A limitation of this study lies in the 1D vasculature model formulation. The model used here may not necessarily reveal all aspects of flow distribution in the arterial network, especially those of the cerebral arteries and the morphology of carotid arteries. There are numerous mechanisms that may impact transmission of pulsatility to the brain which are still under investigation. Schubert et al.49 have recently demonstrated that the contorted shape of the distal internal carotid artery may attenuate the flow pulsatility and hence may provide a protective effect on downstream cerebral vasculature. In another study, Seong et al.50 investigated the dilation of carotid sinus to reduce the blood flow pulsatility to protect the brain. Further three-dimensional modeling and phase contrast MR at the skull based should be done to investigate these phenomena. In addition, a detailed exploration of how pulsatility is conveyed in the brain and the effect of the circle of Willis on the transmitted pulsatility to the brain are beyond the scope of the current work. In this work, we have focused on the interaction between the aorta and the cerebral circulation; the model has demonstrated capability of capturing the main features of flow and pressure wave pulsatility in larger arteries (Fig. 2). Therefore, it is a good starting point for investigating the effects of arch stiffness on transmitted pulsatility to the brain. Future works involves studying the widespread variability in the circle of Willis and its potential effects on the transmission of arterial pulsatility into different cerebrovascular beds.

Additionally, employing a linear model to describe the dynamics of vessel walls may introduce errors relating to the wall stress relaxation. However, it has been shown previously that, under normal physiological conditions, this error is not very significant33. A further limitation of the current model is the approximation of the dynamics of the heart as a flow source imposed as a flow wave at the inlet. Although in general the heart is neither a flow nor pressure source, the behavior of the normal heart is closer to a flow source, and this interpretation has been employed in literature to validate the 1D model and has been shown to be a reasonable approximation21,22.

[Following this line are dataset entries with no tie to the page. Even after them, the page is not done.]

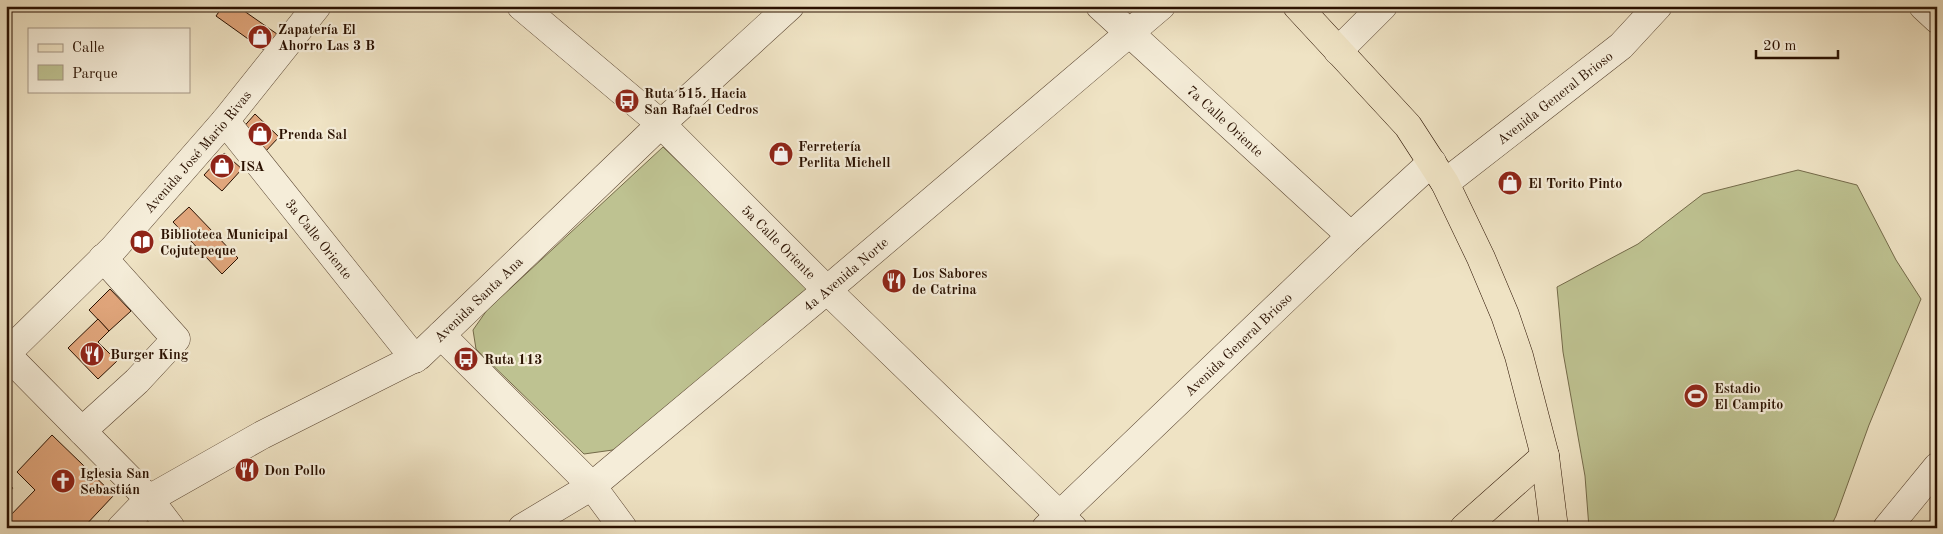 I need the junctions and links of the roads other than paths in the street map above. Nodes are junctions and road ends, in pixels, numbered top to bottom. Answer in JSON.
{"nodes":[{"id":1,"x":318,"y":6,"type":"edge"},
{"id":2,"x":521,"y":6,"type":"edge"},
{"id":3,"x":790,"y":6,"type":"edge"},
{"id":4,"x":1100,"y":6,"type":"edge"},
{"id":5,"x":1162,"y":6,"type":"edge"},
{"id":6,"x":1297,"y":6,"type":"edge"},
{"id":7,"x":1383,"y":6,"type":"edge"},
{"id":8,"x":1658,"y":6,"type":"edge"},
{"id":9,"x":1924,"y":6,"type":"edge"},
{"id":10,"x":1937,"y":19,"type":"edge"},
{"id":11,"x":1130,"y":34,"type":"junction"},
{"id":12,"x":1338,"y":51,"type":"junction"},
{"id":13,"x":225,"y":121,"type":"junction"},
{"id":14,"x":661,"y":124,"type":"junction"},
{"id":15,"x":1439,"y":173,"type":"junction"},
{"id":16,"x":1351,"y":236,"type":"junction"},
{"id":17,"x":103,"y":258,"type":"junction"},
{"id":18,"x":827,"y":290,"type":"junction"},
{"id":19,"x":441,"y":336,"type":"junction"},
{"id":20,"x":6,"y":354,"type":"edge"},
{"id":21,"x":414,"y":358,"type":"junction"},
{"id":22,"x":82,"y":431,"type":"junction"},
{"id":23,"x":1545,"y":456,"type":"junction"},
{"id":24,"x":1937,"y":468,"type":"edge"},
{"id":25,"x":592,"y":486,"type":"junction"},
{"id":26,"x":149,"y":500,"type":"junction"},
{"id":27,"x":1060,"y":523,"type":"edge"},
{"id":28,"x":121,"y":528,"type":"edge"},
{"id":29,"x":172,"y":528,"type":"edge"},
{"id":30,"x":522,"y":528,"type":"edge"},
{"id":31,"x":623,"y":528,"type":"edge"},
{"id":32,"x":1464,"y":528,"type":"edge"},
{"id":33,"x":1554,"y":528,"type":"edge"},
{"id":34,"x":1887,"y":528,"type":"edge"}],
"edges":[{"from":1,"to":13,"type":"street","name":"Avenida José Mario Rivas"},
{"from":2,"to":14,"type":"street","name":"5a Calle Oriente"},
{"from":3,"to":14,"type":"street","name":"Avenida Santa Ana"},
{"from":4,"to":11,"type":"street","name":"7a Calle Oriente"},
{"from":5,"to":11,"type":"street","name":"4a Avenida Norte"},
{"from":6,"to":12,"type":"main road"},
{"from":7,"to":12,"type":"street"},
{"from":8,"to":15,"type":"street","name":"Avenida General Brioso"},
{"from":9,"to":10,"type":"street"},
{"from":11,"to":16,"type":"street","name":"7a Calle Oriente"},
{"from":11,"to":18,"type":"street","name":"4a Avenida Norte"},
{"from":12,"to":15,"type":"main road"},
{"from":13,"to":17,"type":"street","name":"Avenida José Mario Rivas"},
{"from":13,"to":21,"type":"street","name":"3a Calle Oriente"},
{"from":14,"to":18,"type":"street","name":"5a Calle Oriente"},
{"from":14,"to":19,"type":"street","name":"Avenida Santa Ana"},
{"from":15,"to":16,"type":"street","name":"Avenida General Brioso"},
{"from":15,"to":23,"type":"main road"},
{"from":16,"to":27,"type":"street","name":"Avenida General Brioso"},
{"from":17,"to":20,"type":"street","name":"Avenida José Mario Rivas"},
{"from":17,"to":22,"type":"street"},
{"from":18,"to":25,"type":"street","name":"4a Avenida Norte"},
{"from":18,"to":27,"type":"street","name":"5a Calle Oriente"},
{"from":19,"to":21,"type":"street","name":"Avenida Santa Ana"},
{"from":19,"to":25,"type":"street"},
{"from":20,"to":22,"type":"street"},
{"from":21,"to":26,"type":"street","name":"Avenida Santa Ana"},
{"from":22,"to":26,"type":"street"},
{"from":23,"to":32,"type":"main road"},
{"from":23,"to":33,"type":"main road"},
{"from":24,"to":34,"type":"street"},
{"from":25,"to":30,"type":"street","name":"4a Avenida Norte"},
{"from":25,"to":31,"type":"street"},
{"from":26,"to":28,"type":"street","name":"Avenida Santa Ana"},
{"from":26,"to":29,"type":"street"}]}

We have demonstrated that at different aortic arch rigidities, there is an optimum wave condition that minimizes the pulsatile energy transmitted to the brain. This optimum condition occurs near the normal HR and remains constant across a wide range of aortic arch stiffnesses. Based on an energy-based analysis of the waves at the carotid artery, pulsatile power percentage was used as an index to consider the combined effects of pressure and flow changes as the aortic arch become stiffer. This non-dimensional parameter was compared across different wave conditions with pulsatility indices that are based on pressure and flow. Results demonstrate that pulsatile power percentage can capture the transmitted pulsatility to the brain more clearly than the other pulsatility indices due to a higher sensitivity to different wave conditions. Previous work has discussed pathological waves—defined as abnormalities in aortic and coronary wave dynamics—as a potential trigger towards cardiac death in the presence of the cardiovascular disease51. The pathology in the wave dynamics and the detection of wave condition signatures for different aortic arch rigidities may provide further insight into the underlying wave dynamics of the arterial system, particularly for the brain-heart coupling portion of the vasculature. Understanding the physics can potentially be a first step towards contributing in the development of new therapeutic strategies for neurodegenerative diseases like Alzheimer’s dementia.